I would say it like this: Hän saa vessankin näyttämään hyvältä.

Or: Hän on ainoa, joka saa vessankin näyttämään seksikkäältä.

Greetings from the country of sexy toilets 

Tilman


----------



## Alevmanni

Ahahaha,
yeah, I know a lot of Finns that can actually make a toliet or anything else, look hot ahaha.
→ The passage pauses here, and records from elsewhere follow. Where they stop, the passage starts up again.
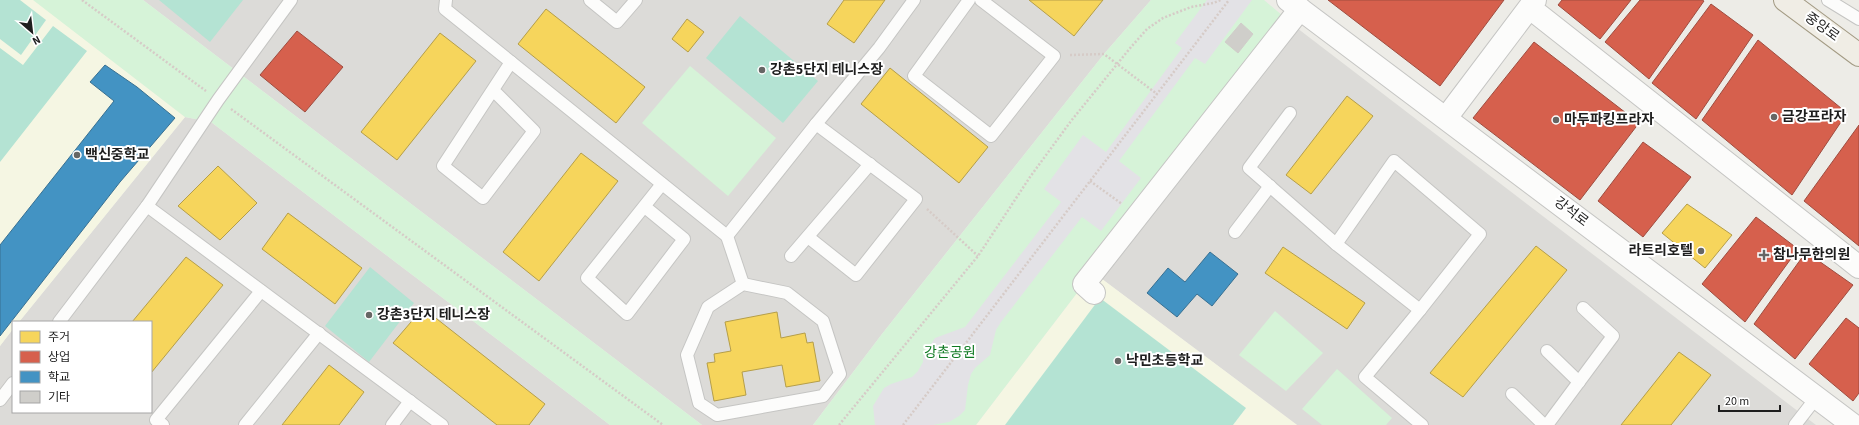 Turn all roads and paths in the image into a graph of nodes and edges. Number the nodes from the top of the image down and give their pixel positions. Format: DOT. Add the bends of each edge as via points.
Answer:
graph roads {
  1 [pos="82,0"];
  2 [pos="291,0"];
  3 [pos="446,0"];
  4 [pos="590,0"];
  5 [pos="636,0"];
  6 [pos="914,0"];
  7 [pos="970,0"];
  8 [pos="981,0"];
  9 [pos="1221,0"];
  10 [pos="1229,0"];
  11 [pos="1785,0"];
  12 [pos="1828,0"];
  13 [pos="1294,4"];
  14 [pos="1532,4"];
  15 [pos="1859,20"];
  16 [pos="1859,54"];
  17 [pos="1054,56"];
  18 [pos="511,62"];
  19 [pos="1118,65"];
  20 [pos="493,90"];
  21 [pos="1157,94"];
  22 [pos="218,100"];
  23 [pos="1290,113"];
  24 [pos="1446,118"];
  25 [pos="816,124"];
  26 [pos="870,164"];
  27 [pos="1090,181"];
  28 [pos="662,184"];
  29 [pos="1270,186"];
  30 [pos="916,199"];
  31 [pos="147,206"];
  32 [pos="645,207"];
  33 [pos="1138,215"];
  34 [pos="1236,232"];
  35 [pos="727,236"];
  36 [pos="808,237"];
  37 [pos="1336,244"];
  38 [pos="791,256"];
  39 [pos="978,256"];
  40 [pos="1859,267"];
  41 [pos="743,284"];
  42 [pos="261,291"];
  43 [pos="1094,293"];
  44 [pos="1583,308"];
  45 [pos="1420,310"];
  46 [pos="60,321"];
  47 [pos="319,333"];
  48 [pos="1547,351"];
  49 [pos="1579,382"];
  50 [pos="12,383"];
  51 [pos="1512,394"];
  52 [pos="1816,398"];
  53 [pos="0,400"];
  54 [pos="410,401"];
  55 [pos="1859,419"];
  56 [pos="163,425"];
  57 [pos="245,425"];
  58 [pos="392,425"];
  59 [pos="442,425"];
  60 [pos="664,425"];
  61 [pos="839,425"];
  62 [pos="903,425"];
  63 [pos="1420,425"];
  64 [pos="1546,425"];
  65 [pos="1795,425"];
  66 [pos="1854,425"];
  1 -- 22 [label="path"];
  2 -- 22 [label="lane"];
  3 -- 18 [label="lane" via="445,9"];
  4 -- 5 [label="lane" via="617,22"];
  6 -- 25 [label="lane" via="879,48"];
  7 -- 17 [label="lane" via="914,76 991,136"];
  8 -- 17 [label="lane"];
  9 -- 19 [label="path" via="1191,7 1163,18 1147,29"];
  10 -- 21 [label="path"];
  11 -- 16 [label="main road, 중앙로"];
  12 -- 15 [label="lane"];
  13 -- 24 [label="street, 강석로"];
  13 -- 33 [label="street"];
  14 -- 24 [label="street"];
  14 -- 40 [label="street"];
  17 -- 19 [label="path" via="1104,54"];
  18 -- 20 [label="lane"];
  18 -- 28 [label="lane"];
  19 -- 21 [label="path"];
  19 -- 39 [label="path" via="1071,121"];
  20 -- 20 [label="lane" via="443,166 483,198 534,131"];
  21 -- 27 [label="path"];
  22 -- 31 [label="lane"];
  22 -- 60 [label="path"];
  23 -- 29 [label="lane" via="1249,168"];
  24 -- 52 [label="street, 강석로"];
  25 -- 26 [label="lane"];
  25 -- 35 [label="lane"];
  26 -- 30 [label="lane"];
  26 -- 36 [label="lane"];
  27 -- 33 [label="path"];
  27 -- 62 [label="path"];
  28 -- 32 [label="lane"];
  28 -- 35 [label="lane"];
  29 -- 34 [label="lane"];
  29 -- 37 [label="lane"];
  30 -- 36 [label="lane" via="856,275"];
  30 -- 39 [label="path"];
  31 -- 42 [label="lane"];
  31 -- 46 [label="lane"];
  32 -- 32 [label="lane" via="587,278 627,314 684,240"];
  33 -- 43 [label="street" via="1084,284"];
  35 -- 41 [label="lane"];
  36 -- 38 [label="lane"];
  37 -- 45 [label="lane"];
  37 -- 45 [label="lane" via="1394,161 1480,234"];
  39 -- 61 [label="path"];
  41 -- 41 [label="lane" via="708,307 687,355 699,403 717,415 823,396 840,374 823,321 787,293"];
  42 -- 47 [label="lane"];
  42 -- 56 [label="lane" via="156,420"];
  44 -- 49 [label="lane" via="1613,336"];
  45 -- 63 [label="lane" via="1365,377"];
  47 -- 54 [label="lane"];
  47 -- 57 [label="lane"];
  48 -- 49 [label="lane"];
  49 -- 64 [label="lane"];
  50 -- 53 [label="lane"];
  51 -- 64 [label="lane"];
  52 -- 65 [label="lane"];
  52 -- 66 [label="street, 강석로"];
  54 -- 58 [label="lane"];
  54 -- 59 [label="lane"];
  55 -- 66 [label="street"];
}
Thanks for the translation Tilman. Now, I'd like too know what's the difference between "Hän saa vessankin näyttämään hyvältä." and "Hän on ainoa, joka saa vessankin näyttämään seksikkäältä."


----------



## tilman

Hän saa vessankin näyttämään hyvältä: He can make a toilet look good (hot would be kuumalta, but that sounds strange imho).  Oh and I added the "kin" to "vessan" because it sounds better  In English this corresponds with something like "even" like in "He can even..."

Hän on ainoa, joka saa vessankin näyttämään seksikkäältä: He's the only one that can make (even) a toilet look sexy.

Sorry for my bad skills in explaining things  (I am still new at this forum...) Should I translate the sentences word for word?

Tilman


----------